But when I returned home from work and checked things out, I discovered that this was not a perfect joy. While the gateway to their redesigned site does give the impression that there was indeed some kind of change, it is a subtle one. And yes, Susan's page appears to be gone. But if you use the link I provided on yesterday's post (click here), up pops that very page! Now there could be a couple of reasons for this. It might be that this page was orphaned because it just wasn't pulled down properly. And that as soon as they realize this it will happily vanish. Or it could be that the Pasadems don't even care to know that we're talking about them, and nothing has really happened at all. Always a possibility. You know how people can be.
But I do a lot of marketing stuff with websites and their hosts at work, and I suspect something a bit different. You'll notice that on the gateway page there is now a thing that asks for a user name and password. My suspicion is that little has really changed here outside of the fact that they don't want folks like us snooping around their site any more. In other words, we're being locked out, and only the chosen can gaze upon the entirety of this now non-inclusive site. And the sole reason we can still access the page in question is that whoever put this shiny new security system in place really didn't know what they were doing.
You have to remember that our local organization Democrats have not exactly been kind to small residential cities such as ours, rather preferring to cast their lot with high density developers and The BIA and all the usual barbarians. Folks who don't care much about preserving quaint foothill cities such as ours. (Not that our local organization Republicans are much better, mind you. When it comes to redevelopment money, it's all snouts to the trough.) And don't forget, it was the strikingly similar San Fernando Democrats who blessed us with that esteemed young gent, Joe Mosca. And if he didn't turn out to be a shorts and sandals cutout for the condo-riffic lifestyle, I don't know who is.
So here's another question for you. On the San Fernando Valley Young Democrats site there is a list of said Young Democrats identified as Top 2009 Sponsors. And listed among the "Valley Girls & Guys" portion of this menu is "Joe Mosca, The Gas Company." Now all the other politicians on this list are situated by the names of the cities they represent as
elected officials. So did Joe win an election in some place called The Gas Company? Maybe it's somewhere out by Indio? If so, that's certainly news to me. The only other person I've ever heard of that works for The Gas Company is Hank Hill from the Fox TV cartoon classic "King of the Hill." I wonder if Joe knows him, and if so, can he get me an autograph?

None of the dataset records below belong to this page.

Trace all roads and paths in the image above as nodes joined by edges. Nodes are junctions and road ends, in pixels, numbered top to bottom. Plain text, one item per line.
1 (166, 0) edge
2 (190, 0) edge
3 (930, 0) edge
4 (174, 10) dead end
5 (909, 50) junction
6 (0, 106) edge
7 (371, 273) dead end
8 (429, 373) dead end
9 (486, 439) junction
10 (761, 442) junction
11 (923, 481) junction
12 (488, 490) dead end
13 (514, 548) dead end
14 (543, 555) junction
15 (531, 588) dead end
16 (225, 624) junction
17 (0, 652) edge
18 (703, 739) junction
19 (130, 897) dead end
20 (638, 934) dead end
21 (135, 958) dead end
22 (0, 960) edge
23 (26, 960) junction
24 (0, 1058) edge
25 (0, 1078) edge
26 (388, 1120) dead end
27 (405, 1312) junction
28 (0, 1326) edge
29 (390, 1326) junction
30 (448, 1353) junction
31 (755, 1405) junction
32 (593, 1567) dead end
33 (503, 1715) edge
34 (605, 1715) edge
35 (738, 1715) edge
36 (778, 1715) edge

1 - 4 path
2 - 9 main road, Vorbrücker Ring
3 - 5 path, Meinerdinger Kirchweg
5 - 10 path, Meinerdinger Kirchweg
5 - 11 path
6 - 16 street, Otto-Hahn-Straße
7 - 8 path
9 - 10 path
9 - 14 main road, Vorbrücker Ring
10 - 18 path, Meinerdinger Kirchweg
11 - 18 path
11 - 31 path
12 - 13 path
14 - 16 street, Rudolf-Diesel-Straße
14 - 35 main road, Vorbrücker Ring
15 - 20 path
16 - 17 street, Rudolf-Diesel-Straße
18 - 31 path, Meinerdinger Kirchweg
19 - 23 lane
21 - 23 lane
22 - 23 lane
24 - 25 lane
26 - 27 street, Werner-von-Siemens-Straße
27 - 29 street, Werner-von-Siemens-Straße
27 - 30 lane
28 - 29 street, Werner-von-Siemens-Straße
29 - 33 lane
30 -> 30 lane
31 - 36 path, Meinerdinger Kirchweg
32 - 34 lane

Now Joe's page on the well-designed and very useful City of Sierra Madre site lists a whole slue of organizations that he works with that ain't us. Most of them SCAG related. But I don't see anything whatsoever about The Gas Company. Has he been hiding something from us again? Is he not proud of this association? I'm sure they have him in an office job and not out reading meters. Not that there is anything wrong with that.
You do realize that we're pretty much on our own here, right? The political parties don't actually represent us, and the newspapers that once shed an occasional light on the shenanigans of local government have fired most of their reporters and are now concentrating their remaining efforts on pleasing the last of their advertisers. Remember when Molly Okeon formerly of the Pasadena Star News used to show up our city council meetings? (I used to get calls from her sometimes. She was on a mission to find out who Eric Maundry was.) So when's the last time you saw a Star News reporter at one of our city council meetings? Outside of mudslides there hasn't been a real Sierra Madre story there for months. And now the Los Angeles Times has announced that it is dropping the "California" portion of their paper. L.A.'s largest newspaper will no longer have a section dedicated to local news.
One of the things that truly impressed me during our last city elections was the kinds of folks that showed up at MaryAnn MacGillivray's meetings. Republicans, Democrats, liberals, conservatives, independents, mugwumps, all different political stripes of people, and all united by one idea. Saving this town. It's like the usual politics stopped at the city line, and what took its place was something very different. And far better. I can't help but think that we were on to something. That other stuff just seems so artificial to me now.